[Saved entries]
··········

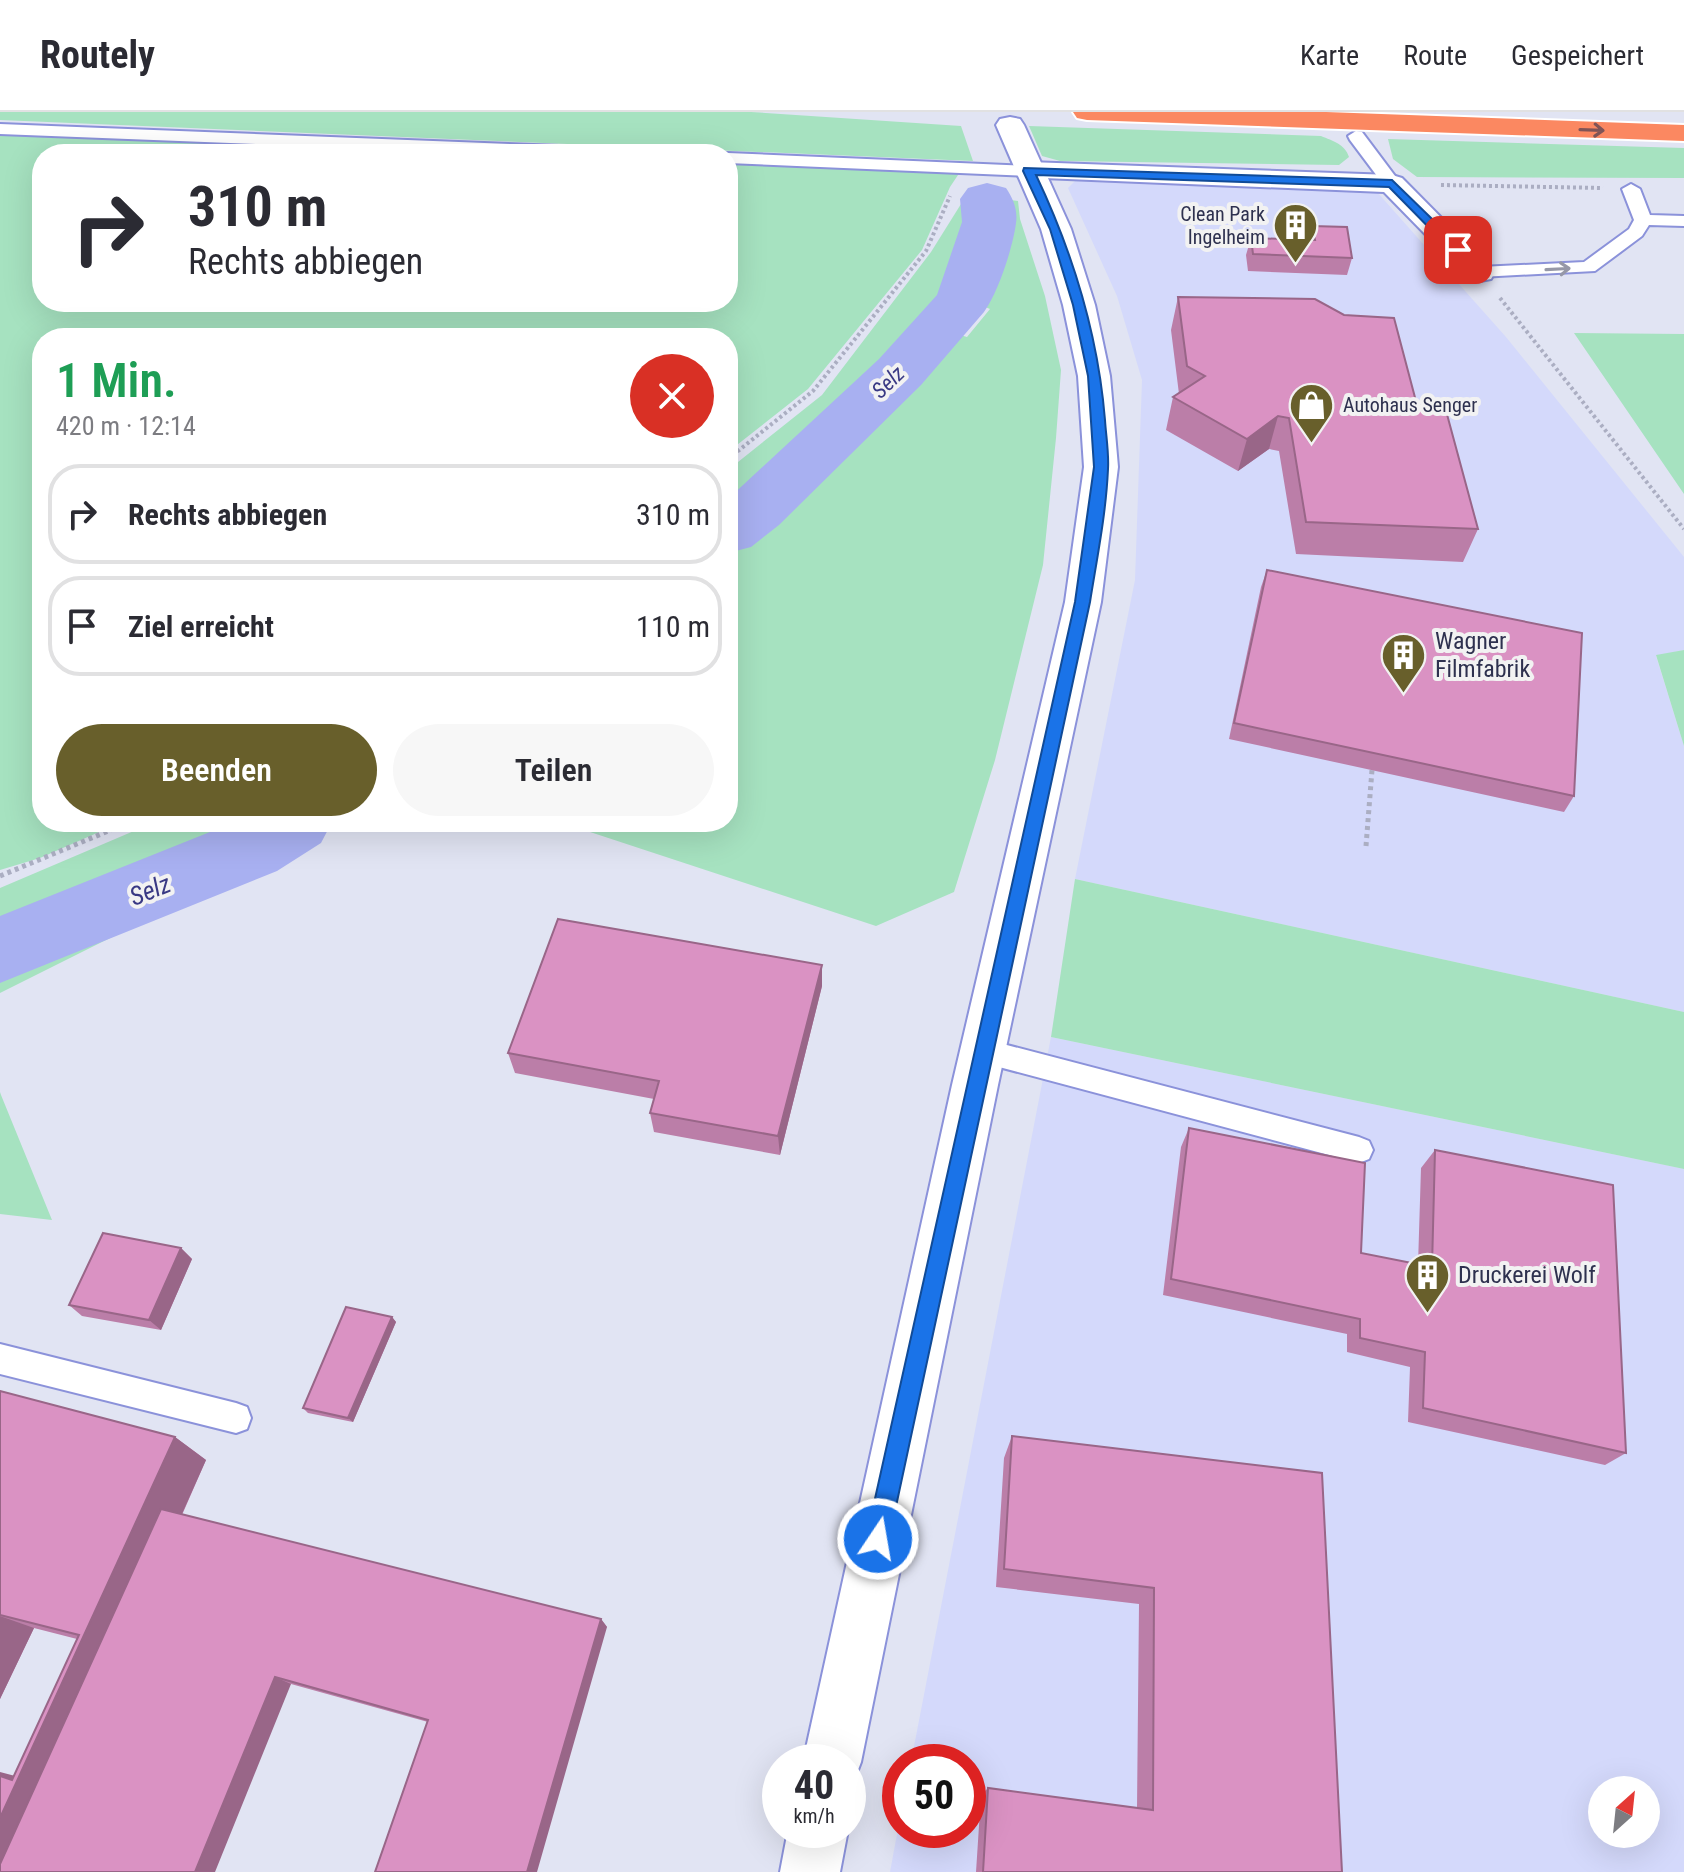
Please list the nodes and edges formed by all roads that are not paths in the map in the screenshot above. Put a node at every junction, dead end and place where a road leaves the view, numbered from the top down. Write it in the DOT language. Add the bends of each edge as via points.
graph roads {
  1 [pos="1087,112"];
  2 [pos="1010,125"];
  3 [pos="0,129"];
  4 [pos="1684,133"];
  5 [pos="1356,136"];
  6 [pos="381,144"];
  7 [pos="738,158"];
  8 [pos="1029,171"];
  9 [pos="1392,184"];
  10 [pos="1631,189"];
  11 [pos="1643,220"];
  12 [pos="1684,221"];
  13 [pos="1480,272"];
  14 [pos="984,1051"];
  15 [pos="1359,1150"];
  16 [pos="0,1359"];
  17 [pos="236,1418"];
  18 [pos="836,1744"];
  19 [pos="815,1848"];
  20 [pos="810,1872"];
  1 -- 4 [label="highway, one-way"];
  2 -- 8 [label="main road"];
  3 -- 6 [label="lane"];
  5 -- 9 [label="lane"];
  7 -- 8 [label="lane"];
  8 -- 9 [label="main road"];
  8 -- 14 [label="main road" via="1056,229 1079,305 1094,376 1101,467 1083,602"];
  9 -- 13 [label="main road"];
  10 -- 11 [label="lane"];
  11 -- 12 [label="lane"];
  13 -- 11 [label="lane, one-way" via="1589,267 1636,232"];
  14 -- 15 [label="lane"];
  14 -- 18 [label="main road"];
  16 -- 17 [label="lane"];
  19 -- 20 [label="main road"];
}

··········

What you have to do:
Exclude the images and reproduce the remaining data exactly.

Answer box:
Please list the nodes and edges formed by all roads that are not paths in the map in the screenshot above. Put a node at every junction, dead end and place where a road leaves the view, numbered from the top down. Write it in the DOT language. Add the bends of each edge as via points.
graph roads {
  1 [pos="1087,112"];
  2 [pos="1010,125"];
  3 [pos="0,129"];
  4 [pos="1684,133"];
  5 [pos="1356,136"];
  6 [pos="381,144"];
  7 [pos="738,158"];
  8 [pos="1029,171"];
  9 [pos="1392,184"];
  10 [pos="1631,189"];
  11 [pos="1643,220"];
  12 [pos="1684,221"];
  13 [pos="1480,272"];
  14 [pos="984,1051"];
  15 [pos="1359,1150"];
  16 [pos="0,1359"];
  17 [pos="236,1418"];
  18 [pos="836,1744"];
  19 [pos="815,1848"];
  20 [pos="810,1872"];
  1 -- 4 [label="highway, one-way"];
  2 -- 8 [label="main road"];
  3 -- 6 [label="lane"];
  5 -- 9 [label="lane"];
  7 -- 8 [label="lane"];
  8 -- 9 [label="main road"];
  8 -- 14 [label="main road" via="1056,229 1079,305 1094,376 1101,467 1083,602"];
  9 -- 13 [label="main road"];
  10 -- 11 [label="lane"];
  11 -- 12 [label="lane"];
  13 -- 11 [label="lane, one-way" via="1589,267 1636,232"];
  14 -- 15 [label="lane"];
  14 -- 18 [label="main road"];
  16 -- 17 [label="lane"];
  19 -- 20 [label="main road"];
}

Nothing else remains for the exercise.